Before entering the shrine, it is customary that you wash your hands as a means of cleansing the body before stepping onto the sacred ground. Yuki took us each through the process at the dragon fountain in the centre of the two buildings.
Jōdo Shinshū or Shin Buddhism started in 1173. It is the most popular form of Buddism practised in Japan, partly due to its simple methods of practice. Shin Buddhism "focuses on daily practice, open-minded reflection, and the direct and personal religious experience of the transcending mystery of life, symbolised by Amida Buddha."
The main Goeido Hall is one of Japan's largest wooden structures. Originally built in the Edo period (1603–1868), the current building is a faithful reconstruction from the Meiji period (1868–1912) of the original structure.
Inside the main hall, you'll find a peaceful spot for meditation. The high ceilings are dotted with golden chandeliers in the shape of lotus flowers. 90 wooden pillars support the roof, complete with organically shaped capitals. Delicate tatami mats cover the floor, their light colour in contrast to the dark wood surrounding it. A large golden altar sits on a raised platform in the front of the hall. On top of the altar, there is a wooden statue depicting "Shinran", the founder of the Jodo Shinshu Sect.
Opposite the main hall, connected by a long wooden ramp is the Amida Hall. This building was rebuilt in 1895 and contains a statue of the all mighty, "Amida Buddha".
Connecting each of the buildings is a wooden walkway which displays the architecture prowess of the Edo period.
Outside on the walkway, you'll find some small exhibits about the construction of the halls. In one we can see a little diorama which depicts how the lumber was transported from the forests to the temple. In one scene, workers are fleeing an avalanche; some look like they're not going to make it. The scene truly shows how some people had to risk their life so this temple could be created and this exhibits pays homage to their sacrifice.

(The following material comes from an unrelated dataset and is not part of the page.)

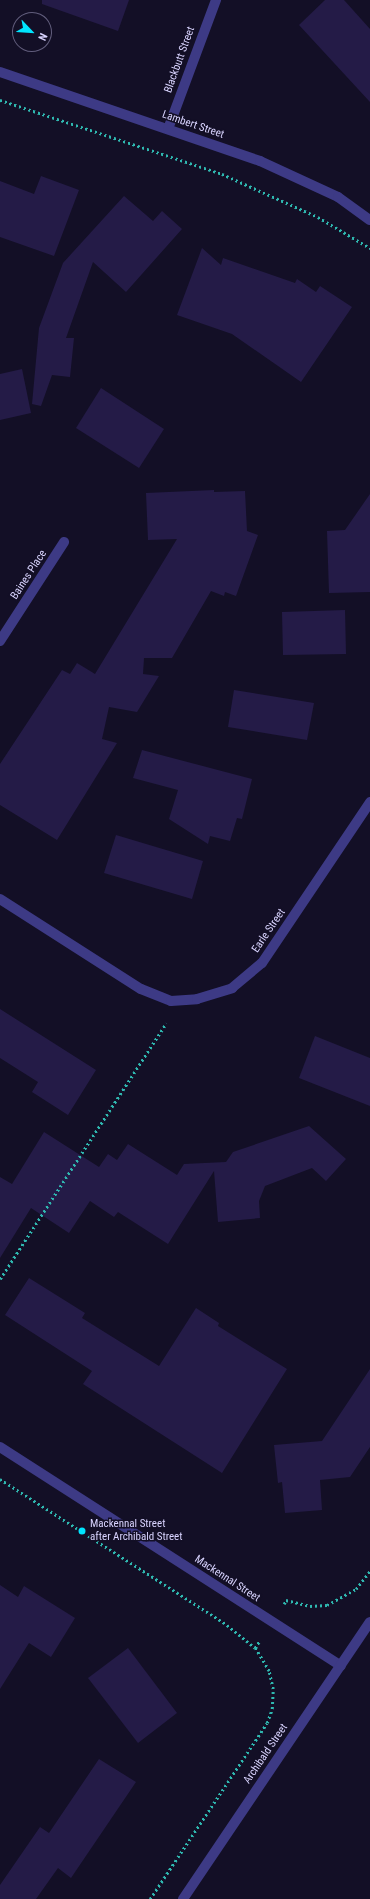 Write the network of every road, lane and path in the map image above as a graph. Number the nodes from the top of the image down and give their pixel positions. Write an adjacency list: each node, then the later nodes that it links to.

In another glass case, we can see an enormous rope which was created from human hair. Female Buddhist would donate their hair to the temple so that ropes could be made that helped move the lumber into place.
Although there are multiple gates which are used to access the grounds of the temple, the most impressive of all the gates is "The Founder’s Hall Gate". The gate was built in 1911 and is over 92 feet tall. It is quite opulent and has two roofs, stacked one on top of the other, creating a layered effect like on a pagoda.
From outside the temple, you can appreciate how large the complex of buildings is and how vast their congregation must be.
Along the exterior of the temple runs a small moat filled with lily pads and lotus, flanked by rows of Japanese black pines. The green trees and plants set against the brown and beige structures is a wonderful yin and yang of colours.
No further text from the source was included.